10 it's obviously 10. I actually really like this market layout. I wish it was on a different topic. Remind me to make a market like this later

@NivlacM I'm glad you liked the format. If Elon looked at my algorithm, we could transform X into a compiled feed of arguments of this sort. Then, we could allow everyone to earn a living by arguing with the world's most comprehensive collection of arguments. A machine that knows all your priors and which goal propositions you aim to prove, it could recommend the optimally accepted path to the things you don't know and were deemed beneficial by others. The verification of propositions could then also be used as a demonstrable social contract for the truth that rewards public consent. Individuals could effectively argue against any given person's set of priors (It would be super helpful if Eliezer earned a living by writing all of his arguments in a database I could access.) It's like building a machine analytic philosopher that pays you to evaluate its arguments.

@NivlacM

What's your confidence in the following propositions?

It is possible to build a machine that demonstrates an individual understands something.

If 10 is false, then degrees and credentials are worthless.

@Krantz i suppose it's a matter of how certain you need to be that an individual truly understands the topic. And maybe I'm thinking of belief more than understanding. One can understand all of Yudkowsky's work but still disbelieve that AI is dangerous

@NivlacM I just want a lot of people to wager (with money sponsored from individuals that think AI is dangerous) on the issue by assigning a confidence to each individual proposition of Eliezer's argument aimed to predict which way consensus will resolve. Along with every other topic people want to gain support for.

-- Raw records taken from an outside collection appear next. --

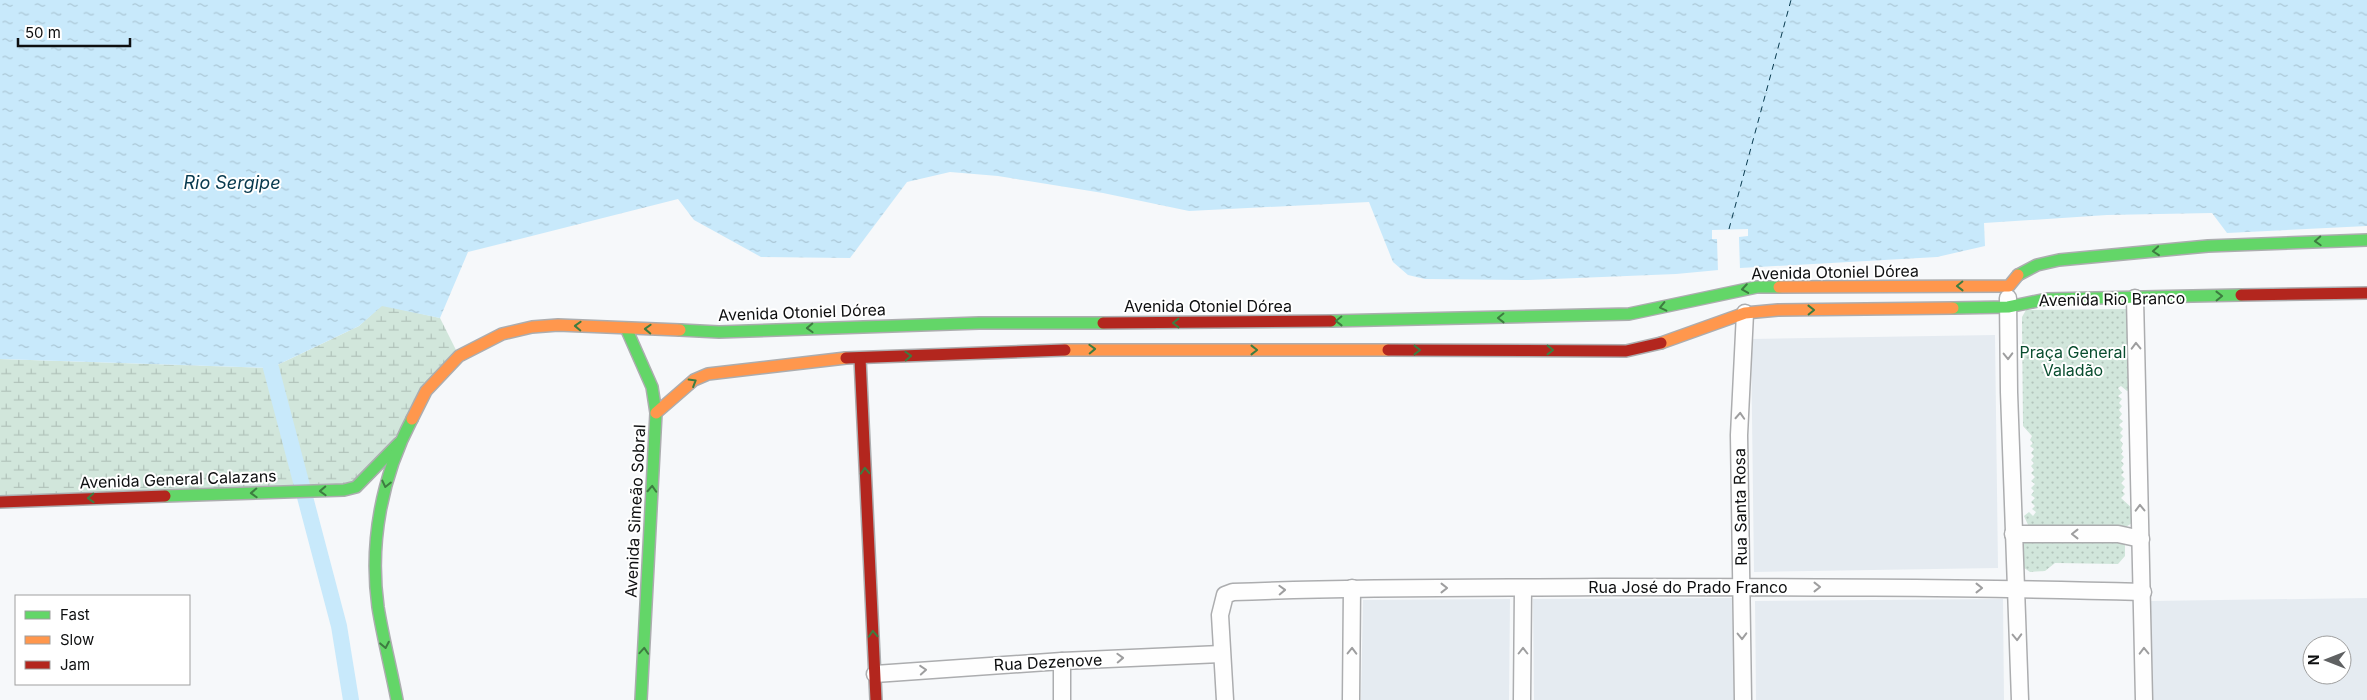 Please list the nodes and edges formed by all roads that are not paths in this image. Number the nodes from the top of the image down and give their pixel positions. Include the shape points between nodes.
1 (2367, 240) edge
2 (2009, 286) junction
3 (2367, 293) edge
4 (2135, 298) junction
5 (2008, 307) junction
6 (1745, 313) junction
7 (626, 328) junction
8 (860, 358) junction
9 (656, 413) junction
10 (399, 443) junction
11 (0, 502) edge
12 (2013, 534) junction
13 (2141, 539) junction
14 (1741, 587) junction
15 (1352, 588) junction
16 (1524, 588) junction
17 (2015, 588) junction
18 (2143, 592) junction
19 (1221, 654) junction
20 (1062, 661) junction
21 (874, 674) junction
22 (397, 700) edge
23 (641, 700) edge
24 (876, 700) edge
25 (1062, 700) edge
26 (1225, 700) edge
27 (1351, 700) edge
28 (1522, 700) edge
29 (1743, 700) edge
30 (2020, 700) edge
31 (2144, 700) edge

1 -> 2 main road via 2208,246 2059,260 2016,273
2 - 5 street
2 -> 7 main road, Avenida Otoniel Dórea via 1757,287 1629,314 1594,316 1213,323 979,323 719,332
4 -> 3 main road, Avenida Rio Branco
4 - 5 main road, Avenida Rio Branco via 2036,300
13 -> 4 street
6 -> 5 main road
5 -> 12 street
8 -> 6 main road via 1096,349 1626,351 1671,341
14 -> 6 street, Rua Santa Rosa via 1739,435
7 - 9 main road, Avenida Simeão Sobral via 652,387
7 -> 10 main road, Avenida Otoniel Dórea via 558,325 502,334 459,356 426,391
9 -> 8 main road via 694,380 708,374 826,359
21 -> 8 main road
23 -> 9 main road, Avenida Simeão Sobral
10 -> 11 main road, Avenida General Calazans via 356,487 344,490
10 -> 22 main road via 376,524 375,557 378,606
13 -> 12 street via 2118,534
12 - 17 street
13 - 18 street
14 - 16 street, Rua José do Prado Franco
14 -> 17 street, Rua José do Prado Franco
14 -> 29 street, Rua Santa Rosa
15 -> 16 street, Rua José do Prado Franco
19 -> 15 street, Rua José do Prado Franco via 1221,607 1225,595 1233,592
27 -> 15 street
28 -> 16 street
17 - 18 street, Rua José do Prado Franco
17 -> 30 street
31 -> 18 street
20 -> 19 street, Rua Dezenove
19 - 26 street
21 -> 20 street, Rua Dezenove
20 - 25 street
21 - 24 main road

bought Ṁ20 13. If a majority of... YES

13 (and, by extension, 6) seem to me to be obvious candidates for rejection. Aside from the fact that we don't know with certainty that scaling AI will result in existential catastrophe, even if we did know that with certainty, people often simply don't vote rationally (or, perhaps more importantly, altruistically). It would not be at all surprising to me if, even if everyone on Earth knew with certainty that scaling AI would wipe out humanity in 50 years, a majority of people nevertheless voted for a political party that was pro-AI-scaling but also promised to cut taxes/inflation in the interim, for example.

That's typically a result of the tacit false assumption that they can't do anything about it.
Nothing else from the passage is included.